The results of our survey of healthcare IT professionals across the country reveal an industry in which the level of response to cyberthreats is even more out of step with the level of threat than has been recognized.
Below are my takeaways.
Unprecedented level of cybercrime
The headline-grabbing data breaches of 2015 were big-name medical insurers and large healthcare systems, but make no mistake, medically related organizations of every kind and size are facing an unprecedented level of cybercrime. More than half of all healthcare organizations that Ponemon surveyed experienced at least one cyberattack in the last 12 months (20 percent experienced more than 10), with almost half experiencing some loss or exposure of patient data in the last 12 months. Most tellingly, the survey reveals that healthcare organizations are experiencing monthly cyberattacks.
The survey also shows that a compliance-oriented focus on patient data theft has overshadowed another very real threat: DDoS attacks. Thirty-seven percent of organizations had experienced at least one Distributed Denial of Service attack during the year that caused a disruption of operations and/or systems downtime, at an average cost of $1.32 million.
Under attack on multiple fronts
When it comes to the security threats that concern healthcare organizations, it’s clear organizations feel under attack on multiple fronts: Seven different threats were rated by 70 percent of respondents as a top concern. System failures was the number one concern, reminding us that availability is one of the three pillars of information system security.
Additionally, the survey exposes a serious gap in healthcare IT: Unsecure medical devices. This was the number two concern, yet only 27 percent of respondents said it was part of their cybersecurity strategy. This is indeed troubling because of the very real potential for patient harm if a medical device is not properly protected.
A perfect storm: Technology change and lack thereof
Despite frequent cyberattacks, our survey shows that the healthcare sector is not consistently prepared with incident response processes to deal with them. These are mandated under HIPAA—yet half of the organizations Ponemon surveyed said they had no incident response process in place.
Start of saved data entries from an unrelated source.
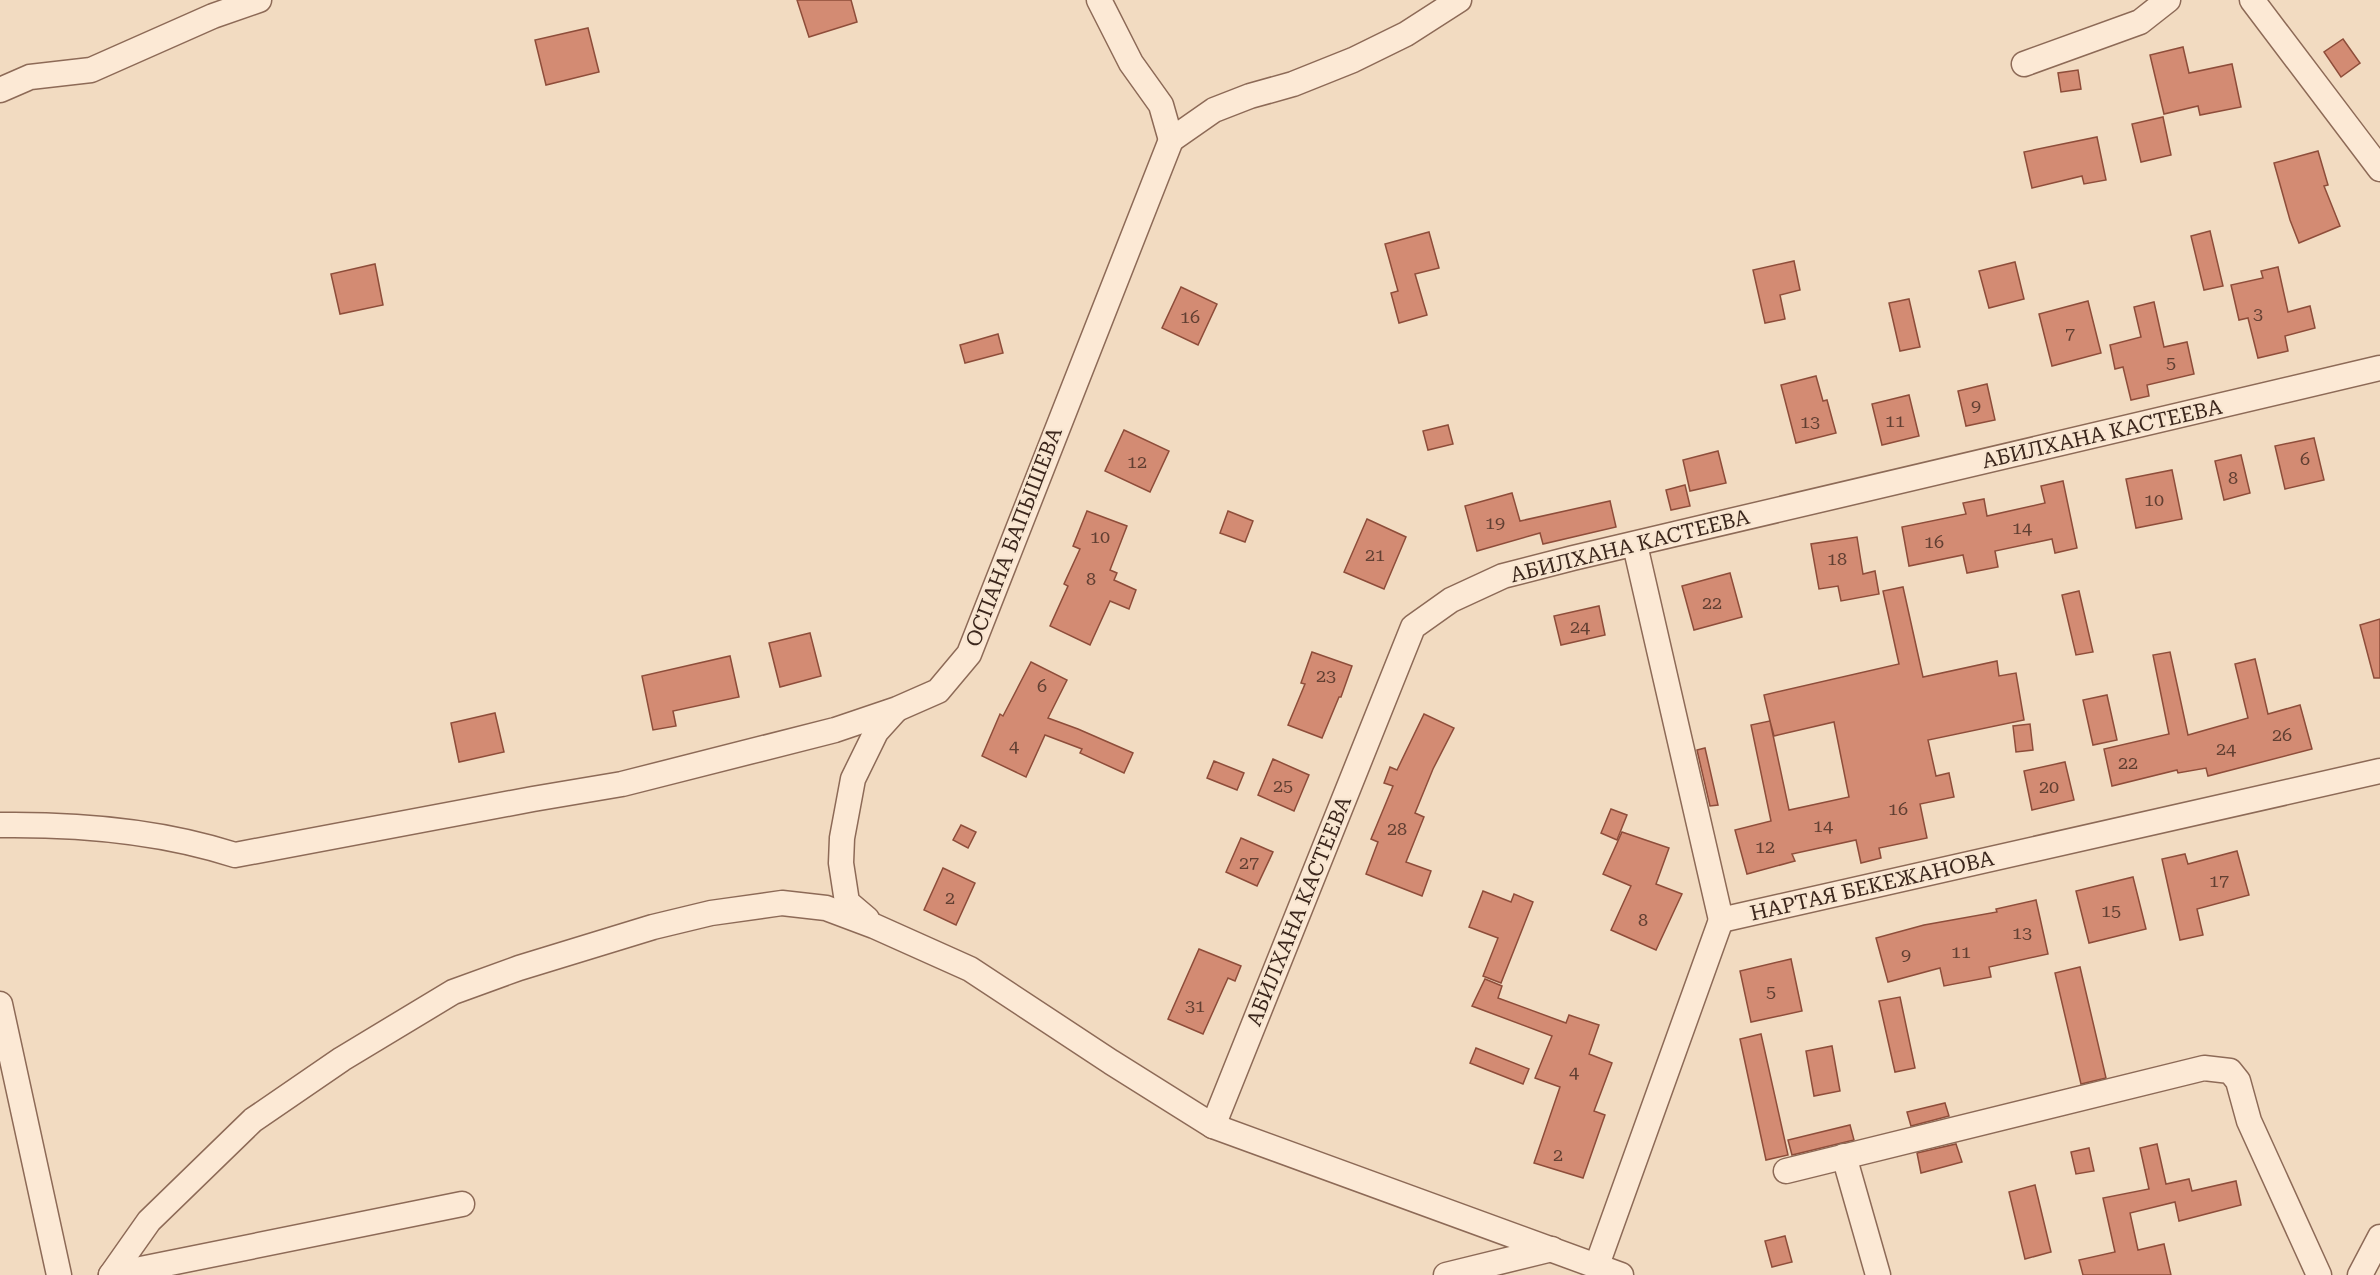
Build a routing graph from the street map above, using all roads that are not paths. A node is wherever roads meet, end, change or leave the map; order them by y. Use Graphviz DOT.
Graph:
graph roads {
  1 [pos="259,0"];
  2 [pos="1099,0"];
  3 [pos="1459,0"];
  4 [pos="2168,0"];
  5 [pos="2252,0"];
  6 [pos="2024,64"];
  7 [pos="0,90"];
  8 [pos="1171,140"];
  9 [pos="2380,169"];
  10 [pos="2380,368"];
  11 [pos="1635,544"];
  12 [pos="897,709"];
  13 [pos="2380,771"];
  14 [pos="0,825"];
  15 [pos="1721,920"];
  16 [pos="874,926"];
  17 [pos="0,1004"];
  18 [pos="1213,1126"];
  19 [pos="1844,1156"];
  20 [pos="1786,1171"];
  21 [pos="462,1204"];
  22 [pos="2380,1237"];
  23 [pos="1552,1249"];
  24 [pos="1597,1265"];
  25 [pos="59,1275"];
  26 [pos="111,1275"];
  27 [pos="1446,1275"];
  28 [pos="1621,1275"];
  29 [pos="1878,1275"];
  30 [pos="2319,1275"];
  31 [pos="2360,1275"];
  1 -- 7 [label="street"];
  2 -- 8 [label="street"];
  3 -- 8 [label="street"];
  4 -- 6 [label="street"];
  5 -- 9 [label="street"];
  8 -- 12 [label="street, ОСПАНА БАПЫШЕВА"];
  10 -- 11 [label="street, АБИЛХАНА КАСТЕЕВА"];
  11 -- 15 [label="street"];
  11 -- 18 [label="street, АБИЛХАНА КАСТЕЕВА"];
  12 -- 14 [label="street"];
  12 -- 16 [label="street, ОСПАНА БАПЫШЕВА"];
  13 -- 15 [label="street, НАРТАЯ БЕКЕЖАНОВА"];
  15 -- 24 [label="street, НАРТАЯ БЕКЕЖАНОВА"];
  16 -- 18 [label="street"];
  16 -- 26 [label="street"];
  17 -- 25 [label="street"];
  18 -- 23 [label="street"];
  19 -- 20 [label="street"];
  19 -- 29 [label="street"];
  19 -- 30 [label="street"];
  21 -- 26 [label="street"];
  22 -- 31 [label="street"];
  23 -- 24 [label="street"];
  23 -- 27 [label="street"];
  24 -- 28 [label="street"];
}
Respondents cited both lack of staff and budget as serious challenges to the cybersecurity posture, neither of which bode well for swiftly fixing the many security gaps this study documents. Even more worrying, however, was the most-cited obstacle to a better cybersecurity posture: Lack of collaboration with other functions. While I have been hearing anecdotal evidence of this from my colleagues in healthcare for some time, this is the first study in which I have seen it documented. I think it reflects a growing realization that this particular IT environment is more complex and challenging than previously thought.
The study also validates what some industry analysts have been speculating: The concurrence of technology advances and delays in technology updates creates a perfect storm for healthcare IT security. About half of respondents agreed that cloud, mobile, IoT and big data increase vulnerability, and the same number say legacy systems increase vulnerability and threats to patient data. At minimum these findings reveal the very real challenge of rolling out new technology securely while existing technology is either under-patched or un-patchable. This reality is reflected in one of the most troubling findings of this study: Exploitation of a vulnerability that was more than three months old had hit almost four out of five organizations surveyed.
About the survey: The Ponemon Institute’s survey, The State of Cybersecurity in Healthcare Organizations in 2016, surveyed 535 IT and IT security practitioners in a variety of U.S. healthcare organizations such as private and public healthcare providers and government agencies. The survey was commissioned by ESET.